January 27th: The president releases the first executive order, effective immediately.

February 3rd: U.S. district court judge blocks the ban nationwide.

February 9th: Ninth Circuit Court of Appeals rules against re-instating the executive order’s travel ban.  The White House chooses not to appeal the ruling.

March 6th: President releases a revised executive order, set to go into effect on March 16th, 2017.

March 15th: U.S. district court judge in Hawaii blocks revised executive order.

March 29th: Federal judge in Hawaii grants the state’s request for a longer halt of the revised executive order.

April 3rd: Department of State reportedly began increasing refugee arrivals again.  Since the executive order remained blocked, they were not bound to the 50,000 ceiling number at that time.

June 26th: The Supreme Court ruled to allow a limited version of the revised executive order to go into effect until they hear full arguments during their next session, which begins in October.

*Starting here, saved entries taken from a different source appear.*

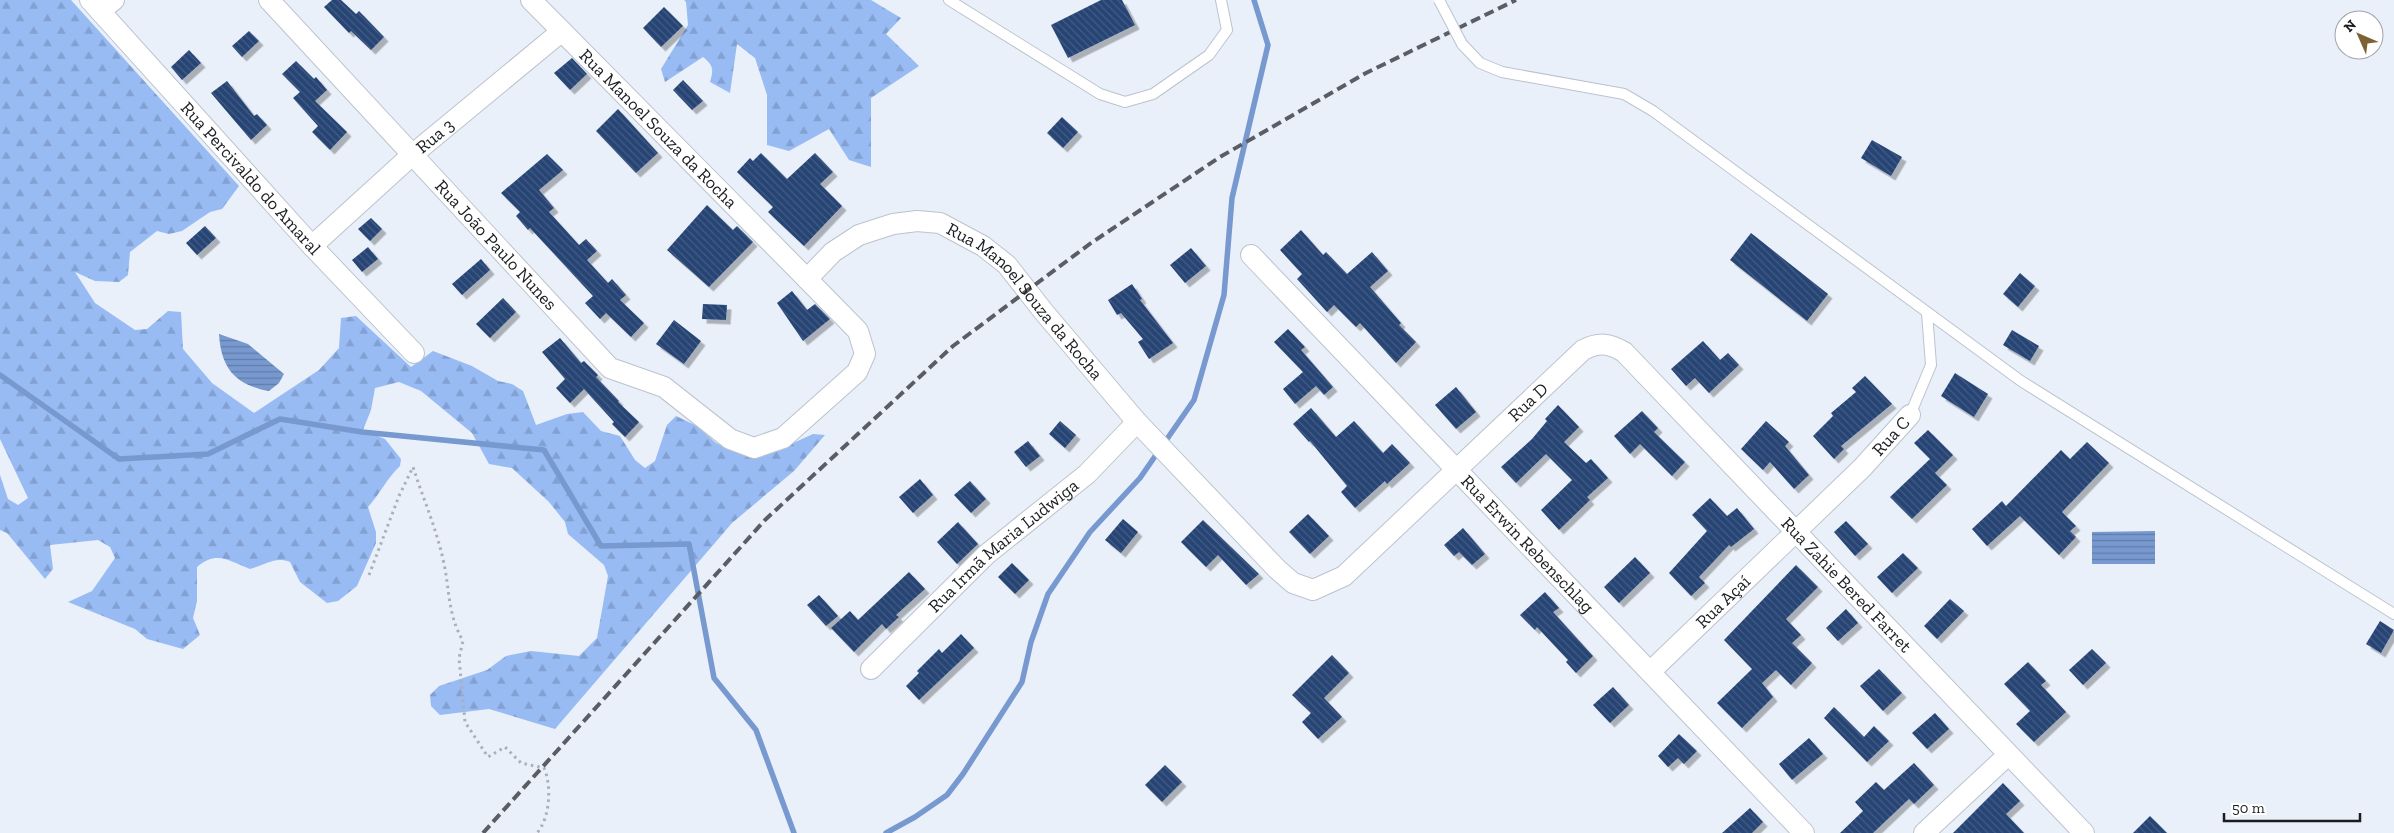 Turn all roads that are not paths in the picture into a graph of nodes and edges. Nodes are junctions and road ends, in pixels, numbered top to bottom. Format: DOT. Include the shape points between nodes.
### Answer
graph roads {
  1 [pos="269,0"];
  2 [pos="531,0"];
  3 [pos="949,0"];
  4 [pos="1221,0"];
  5 [pos="1439,0"];
  6 [pos="101,4"];
  7 [pos="562,31"];
  8 [pos="412,155"];
  9 [pos="312,246"];
  10 [pos="1251,255"];
  11 [pos="807,279"];
  12 [pos="1927,314"];
  13 [pos="1604,344"];
  14 [pos="414,353"];
  15 [pos="1910,415"];
  16 [pos="1137,422"];
  17 [pos="1457,469"];
  18 [pos="1796,531"];
  19 [pos="2394,614"];
  20 [pos="871,669"];
  21 [pos="1651,671"];
  22 [pos="2008,755"];
  23 [pos="1804,833"];
  24 [pos="1924,833"];
  25 [pos="2084,833"];
  1 -- 8 [label="street, Rua João Paulo Nunes"];
  2 -- 7 [label="street, Rua Manoel Souza da Rocha"];
  3 -- 4 [label="lane" via="1100,94 1125,102 1153,94 1209,56 1228,30"];
  5 -- 12 [label="lane, bridge" via="1462,44 1480,64 1502,72 1624,94 1653,111"];
  6 -- 9 [label="street, Rua Percivaldo do Amaral"];
  7 -- 8 [label="street, Rua 3"];
  7 -- 11 [label="street, Rua Manoel Souza da Rocha"];
  8 -- 9 [label="street, Rua 3"];
  8 -- 11 [label="street, Rua João Paulo Nunes" via="610,368 664,387 730,439 754,448 783,438 857,372 865,354 858,331"];
  9 -- 14 [label="street, Rua Percivaldo do Amaral"];
  10 -- 17 [label="street, Rua Erwin Rebenschlag"];
  11 -- 16 [label="street, Rua Manoel Souza da Rocha" via="833,252 859,235 893,224 940,223 983,246 1008,265"];
  12 -- 15 [label="lane, Rua C" via="1931,365"];
  12 -- 19 [label="lane" via="2021,381"];
  13 -- 17 [label="street, Rua D" via="1594,344 1583,350"];
  13 -- 18 [label="street, Rua Zahie Bered Farret" via="1624,352"];
  15 -- 18 [label="street, Rua C" via="1862,468"];
  16 -- 17 [label="street, Rua Manoel Souza da Rocha" via="1277,569 1294,583 1313,590 1344,576"];
  16 -- 20 [label="street, Rua Irmã Maria Ludwiga" via="1087,474 987,554"];
  17 -- 21 [label="street, Rua Erwin Rebenschlag"];
  18 -- 21 [label="street, Rua Açaí"];
  18 -- 22 [label="street, Rua Zahie Bered Farret"];
  21 -- 23 [label="street, Rua Erwin Rebenschlag"];
  22 -- 24 [label="street"];
  22 -- 25 [label="street, Rua Zahie Bered Farret"];
} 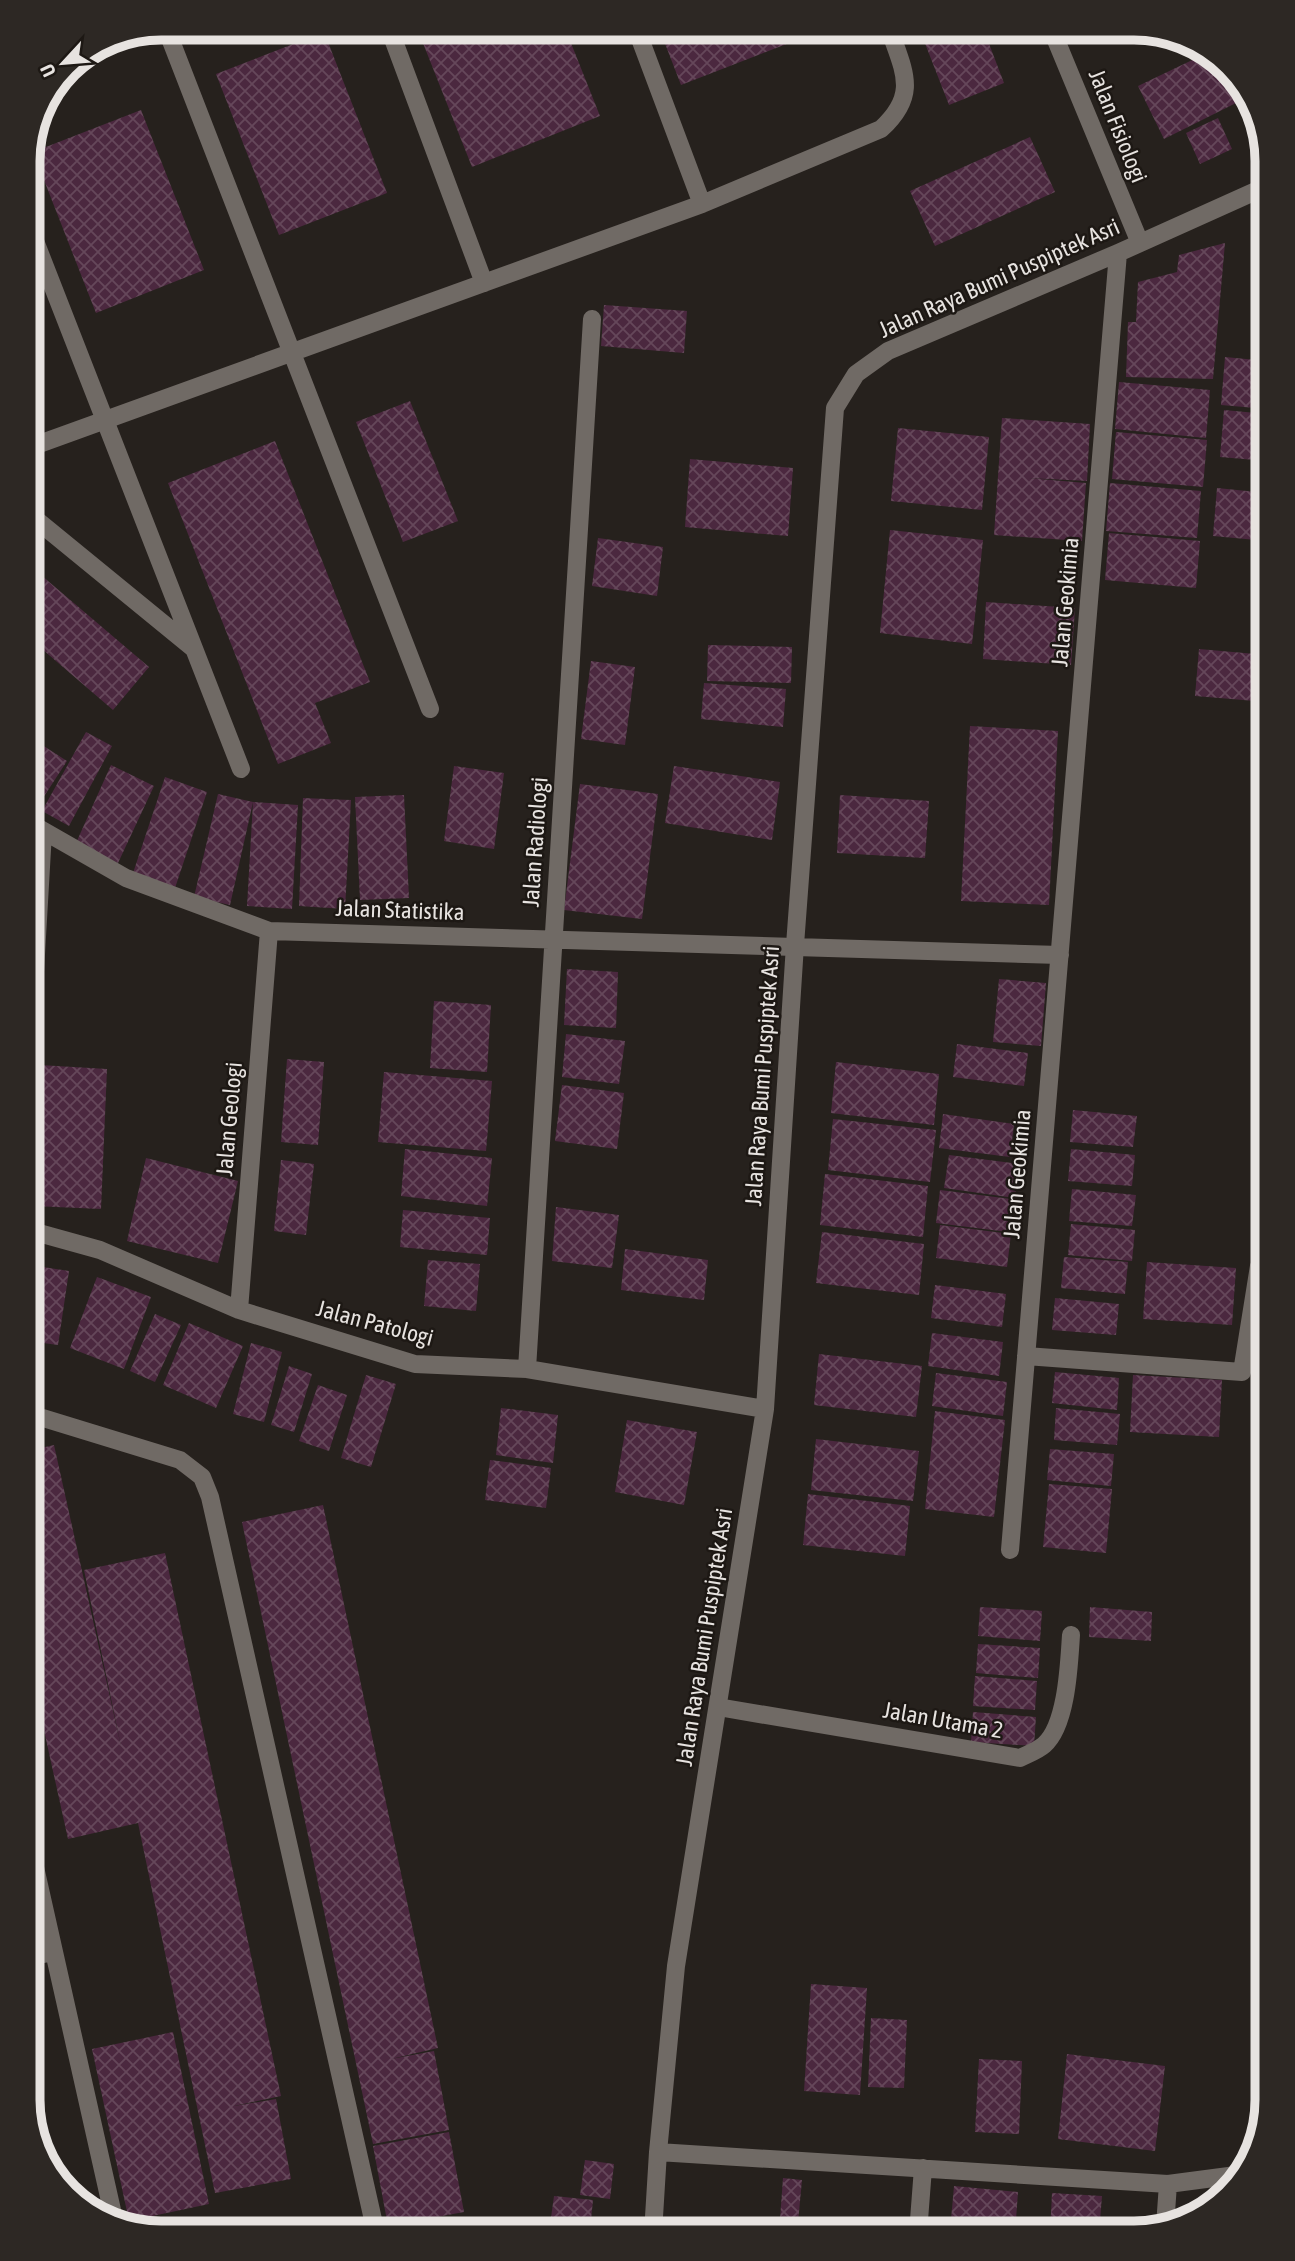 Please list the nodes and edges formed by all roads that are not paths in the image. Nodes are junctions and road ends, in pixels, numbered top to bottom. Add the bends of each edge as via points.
1 (171, 40) edge
2 (394, 40) edge
3 (641, 40) edge
4 (893, 41) edge
5 (1057, 41) edge
6 (1255, 191) edge
7 (702, 204) junction
8 (1140, 243) junction
9 (1118, 253) junction
10 (41, 256) edge
11 (484, 283) junction
12 (592, 319) dead end
13 (292, 352) junction
14 (105, 420) junction
15 (41, 443) edge
16 (41, 523) edge
17 (194, 648) junction
18 (430, 709) dead end
19 (241, 769) dead end
20 (41, 830) edge
21 (269, 931) junction
22 (553, 939) junction
23 (795, 945) junction
24 (1060, 955) junction
25 (40, 1233) edge
26 (1255, 1291) edge
27 (239, 1310) junction
28 (1026, 1356) junction
29 (527, 1369) junction
30 (765, 1409) junction
31 (40, 1418) edge
32 (1010, 1550) dead end
33 (1071, 1635) dead end
34 (718, 1707) junction
35 (40, 1890) edge
36 (54, 1952) junction
37 (40, 1955) edge
38 (657, 2152) junction
39 (923, 2168) junction
40 (1227, 2176) edge
41 (1168, 2183) junction
42 (112, 2210) edge
43 (1166, 2216) edge
44 (373, 2220) edge
45 (654, 2221) edge
46 (919, 2221) edge

1 - 13 street
2 - 11 street
3 - 7 street
4 - 7 street via 906,78 906,96 898,113 881,129
5 - 8 street, Jalan Fisiologi
6 - 8 street, Jalan Raya Bumi Puspiptek Asri
7 - 11 street
8 - 9 street, Jalan Raya Bumi Puspiptek Asri
9 - 23 street, Jalan Raya Bumi Puspiptek Asri via 888,351 856,374 835,408
9 - 24 street, Jalan Geokimia
10 - 14 street
11 - 13 street
12 - 22 street, Jalan Radiologi
13 - 14 street
13 - 18 street
14 - 15 street
14 - 17 street
16 - 17 street
17 - 19 street
20 - 21 street, Jalan Statistika via 126,878
21 - 22 street, Jalan Statistika
21 - 27 street, Jalan Geologi
22 - 23 street, Jalan Statistika
22 - 29 street, Jalan Radiologi
23 - 24 street
23 - 30 street, Jalan Raya Bumi Puspiptek Asri
24 - 28 street, Jalan Geokimia
25 - 27 street, Jalan Patologi via 100,1250
26 - 28 street via 1242,1372
27 - 29 street, Jalan Patologi via 415,1364
28 - 32 street, Jalan Geokimia
29 - 30 street, Jalan Patologi
30 - 34 street, Jalan Raya Bumi Puspiptek Asri
31 - 44 street via 180,1460 202,1477 211,1497
33 - 34 street, Jalan Utama 2 via 1068,1685 1054,1731 1046,1744 1020,1758
34 - 38 street, Jalan Raya Bumi Puspiptek Asri via 676,1966
35 - 36 street
36 - 37 street
36 - 42 street
38 - 39 street
38 - 45 street, Jalan Raya Bumi Puspiptek Asri
39 - 41 street
39 - 46 street
40 - 41 street
41 - 43 street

What does the President’s Executive Order from January 27th, 2017 entail?

As it relates to refugee resettlement, the executive order:

  • Suspends all refugee arrivals for at least 120 days.
  • Calls for the development of a uniform screening procedure for all immigration programs
  • Gives future priority to refugees fleeing religious persecution
  • Suspends the admission of all Syrian refugees indefinitely
  • Suspends all entries (immigrant and nonimmigrant) for 90 days from countries considered to be “detrimental to the interests of the United States”

You can read the full text of the executive order, “Protecting the Nation from Foreign Terrorist Entry into the United States”, here.


How does the revised Executive Order, dated March 6th, 2017, compare with the first one?

As it relates to refugee resettlement, the revised order:

  • Removes language suggesting that religious minorities should receive preferential treatment
  • Does not indefinitely suspend Syrian refugees
  • Excludes Iraq from the list of ‘banned’ countries, meaning that Iraqi refugees will be accepted
  • Allows admission of refugees who were already cleared and scheduled to travel prior to effective date of the revised executive order
  • Still calls for a 120 day suspension of refugee arrivals, but indicates that refugee resettlement will resume after the 120 day period
  • Still seeks to decrease the FY2017 refugee ceiling from 110,000 to 50,000.
  • Still does not acknowledge that refugees were the only category of immigrants that were already being thoroughly vetted and continues to promulgate the image of refugees as terrorists

Full text of the revised executive order can be found here.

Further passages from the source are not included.